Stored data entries
--------------------
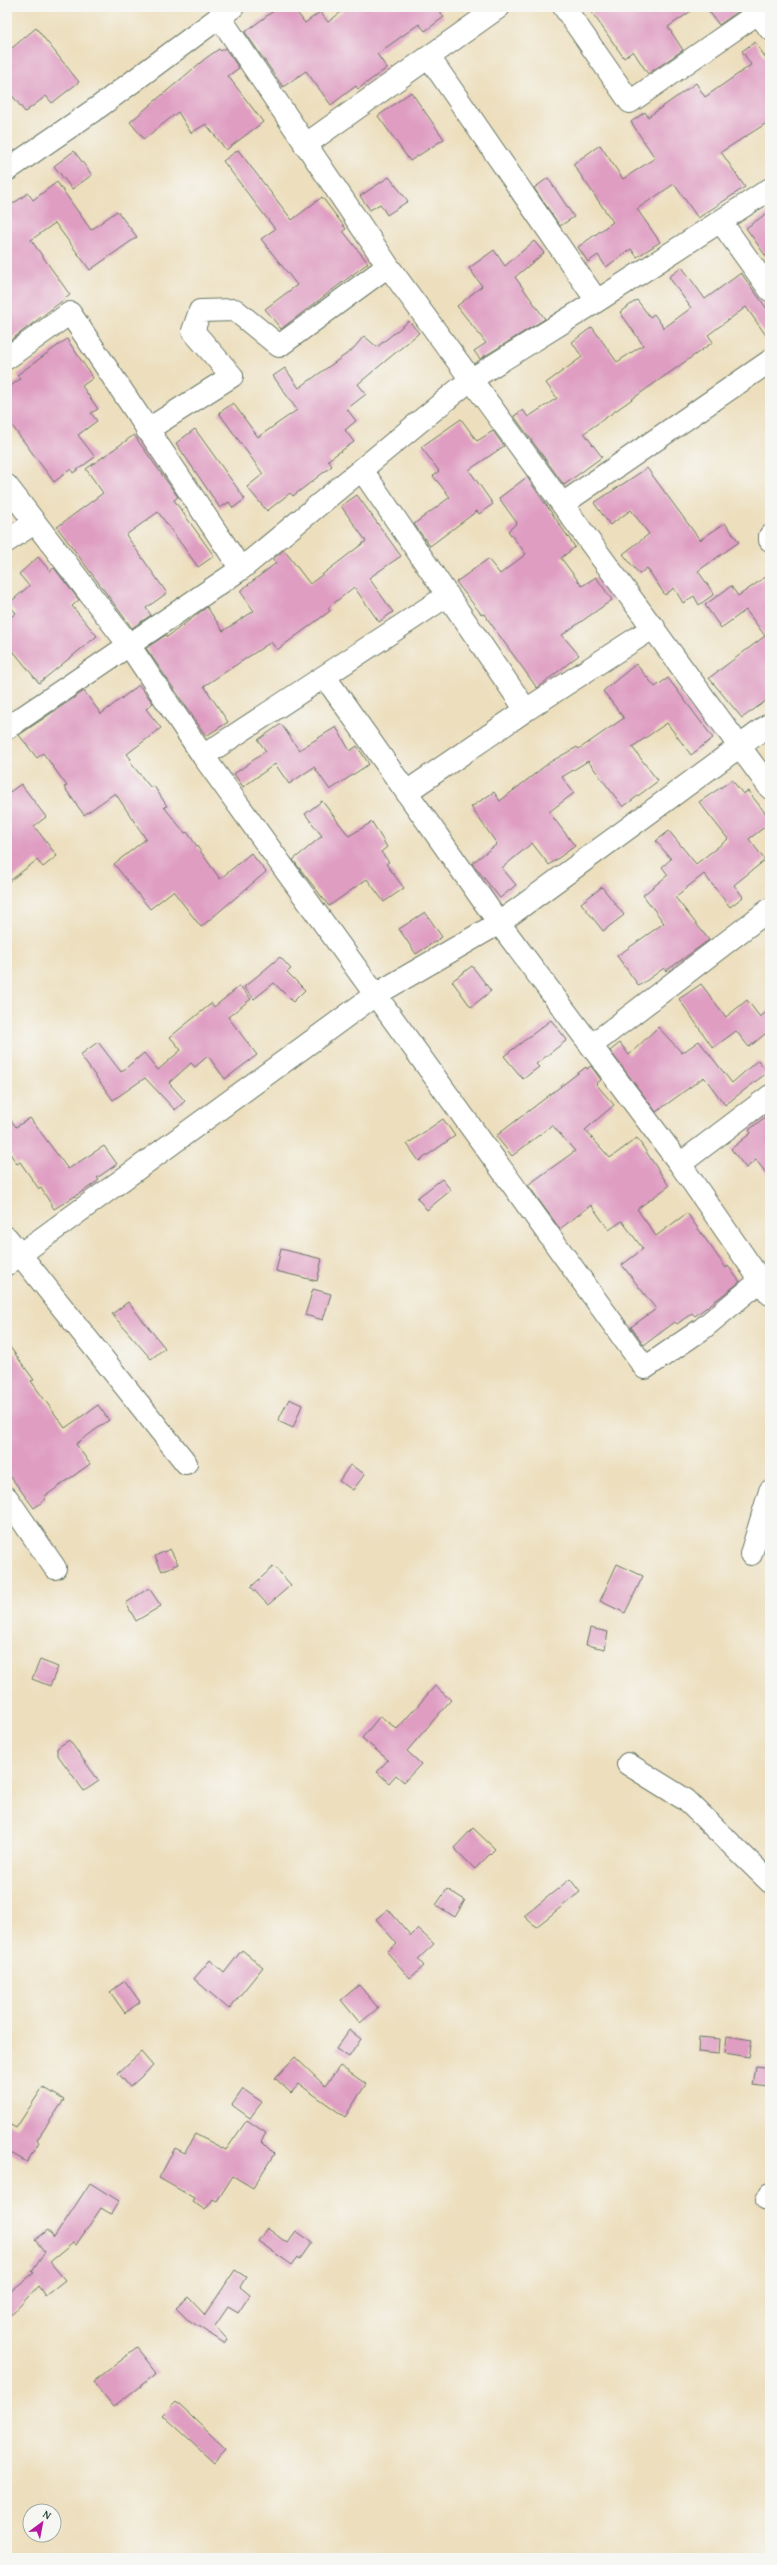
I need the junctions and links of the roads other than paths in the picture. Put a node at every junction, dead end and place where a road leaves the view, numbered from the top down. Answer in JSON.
{"nodes":[{"id":1,"x":499,"y":7,"type":"edge"},
{"id":2,"x":564,"y":7,"type":"edge"},
{"id":3,"x":226,"y":12,"type":"edge"},
{"id":4,"x":760,"y":17,"type":"edge"},
{"id":5,"x":429,"y":56,"type":"junction"},
{"id":6,"x":305,"y":145,"type":"junction"},
{"id":7,"x":10,"y":160,"type":"edge"},
{"id":8,"x":770,"y":189,"type":"edge"},
{"id":9,"x":721,"y":222,"type":"junction"},
{"id":10,"x":388,"y":266,"type":"junction"},
{"id":11,"x":770,"y":290,"type":"edge"},
{"id":12,"x":597,"y":301,"type":"junction"},
{"id":13,"x":7,"y":358,"type":"edge"},
{"id":14,"x":770,"y":361,"type":"edge"},
{"id":15,"x":470,"y":380,"type":"junction"},
{"id":16,"x":147,"y":430,"type":"junction"},
{"id":17,"x":362,"y":470,"type":"junction"},
{"id":18,"x":7,"y":486,"type":"edge"},
{"id":19,"x":564,"y":503,"type":"junction"},
{"id":20,"x":34,"y":523,"type":"junction"},
{"id":21,"x":770,"y":536,"type":"edge"},
{"id":22,"x":770,"y":540,"type":"edge"},
{"id":23,"x":7,"y":541,"type":"edge"},
{"id":24,"x":241,"y":569,"type":"junction"},
{"id":25,"x":448,"y":595,"type":"junction"},
{"id":26,"x":654,"y":627,"type":"junction"},
{"id":27,"x":129,"y":645,"type":"junction"},
{"id":28,"x":325,"y":677,"type":"junction"},
{"id":29,"x":526,"y":710,"type":"junction"},
{"id":30,"x":770,"y":724,"type":"edge"},
{"id":31,"x":7,"y":728,"type":"edge"},
{"id":32,"x":738,"y":746,"type":"junction"},
{"id":33,"x":203,"y":756,"type":"junction"},
{"id":34,"x":770,"y":788,"type":"edge"},
{"id":35,"x":408,"y":791,"type":"junction"},
{"id":36,"x":770,"y":909,"type":"edge"},
{"id":37,"x":499,"y":923,"type":"junction"},
{"id":38,"x":375,"y":995,"type":"junction"},
{"id":39,"x":592,"y":1045,"type":"junction"},
{"id":40,"x":770,"y":1096,"type":"edge"},
{"id":41,"x":680,"y":1164,"type":"junction"},
{"id":42,"x":11,"y":1252,"type":"edge"},
{"id":43,"x":765,"y":1288,"type":"edge"},
{"id":44,"x":186,"y":1463,"type":"dead end"},
{"id":45,"x":7,"y":1498,"type":"edge"},
{"id":46,"x":769,"y":1499,"type":"edge"},
{"id":47,"x":751,"y":1554,"type":"dead end"},
{"id":48,"x":55,"y":1568,"type":"dead end"},
{"id":49,"x":628,"y":1764,"type":"dead end"},
{"id":50,"x":770,"y":1882,"type":"edge"}],
"edges":[{"from":1,"to":5,"type":"street"},
{"from":2,"to":4,"type":"street"},
{"from":3,"to":6,"type":"street"},
{"from":3,"to":7,"type":"street"},
{"from":5,"to":6,"type":"street"},
{"from":5,"to":12,"type":"street"},
{"from":6,"to":10,"type":"street"},
{"from":8,"to":9,"type":"street"},
{"from":9,"to":11,"type":"street"},
{"from":9,"to":12,"type":"street"},
{"from":10,"to":15,"type":"street"},
{"from":10,"to":16,"type":"street"},
{"from":12,"to":15,"type":"street"},
{"from":13,"to":16,"type":"street"},
{"from":14,"to":19,"type":"street"},
{"from":15,"to":17,"type":"street"},
{"from":15,"to":19,"type":"street"},
{"from":16,"to":24,"type":"street"},
{"from":17,"to":24,"type":"street"},
{"from":17,"to":25,"type":"street"},
{"from":18,"to":20,"type":"street"},
{"from":19,"to":26,"type":"street"},
{"from":20,"to":23,"type":"street"},
{"from":20,"to":27,"type":"street"},
{"from":21,"to":22,"type":"street"},
{"from":24,"to":27,"type":"street"},
{"from":25,"to":28,"type":"street"},
{"from":25,"to":29,"type":"street"},
{"from":26,"to":29,"type":"street"},
{"from":26,"to":32,"type":"street"},
{"from":27,"to":31,"type":"street"},
{"from":27,"to":33,"type":"street"},
{"from":28,"to":33,"type":"street"},
{"from":28,"to":35,"type":"street"},
{"from":29,"to":35,"type":"street"},
{"from":30,"to":32,"type":"street"},
{"from":32,"to":34,"type":"street"},
{"from":32,"to":37,"type":"street"},
{"from":33,"to":38,"type":"street"},
{"from":35,"to":37,"type":"street"},
{"from":36,"to":39,"type":"street"},
{"from":37,"to":38,"type":"street"},
{"from":37,"to":39,"type":"street"},
{"from":38,"to":42,"type":"street"},
{"from":38,"to":43,"type":"street"},
{"from":39,"to":41,"type":"street"},
{"from":40,"to":41,"type":"street"},
{"from":41,"to":43,"type":"street"},
{"from":42,"to":44,"type":"street"},
{"from":45,"to":48,"type":"street"},
{"from":46,"to":47,"type":"street"},
{"from":49,"to":50,"type":"street"}]}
--------------------
Every line above that holds "dead" should be copied out.

→ **TASK ANSWER**:
I need the junctions and links of the roads other than paths in the picture. Put a node at every junction, dead end and place where a road leaves the view, numbered from the top down. Answer in JSON.
{"id":44,"x":186,"y":1463,"type":"dead end"},
{"id":47,"x":751,"y":1554,"type":"dead end"},
{"id":48,"x":55,"y":1568,"type":"dead end"},
{"id":49,"x":628,"y":1764,"type":"dead end"},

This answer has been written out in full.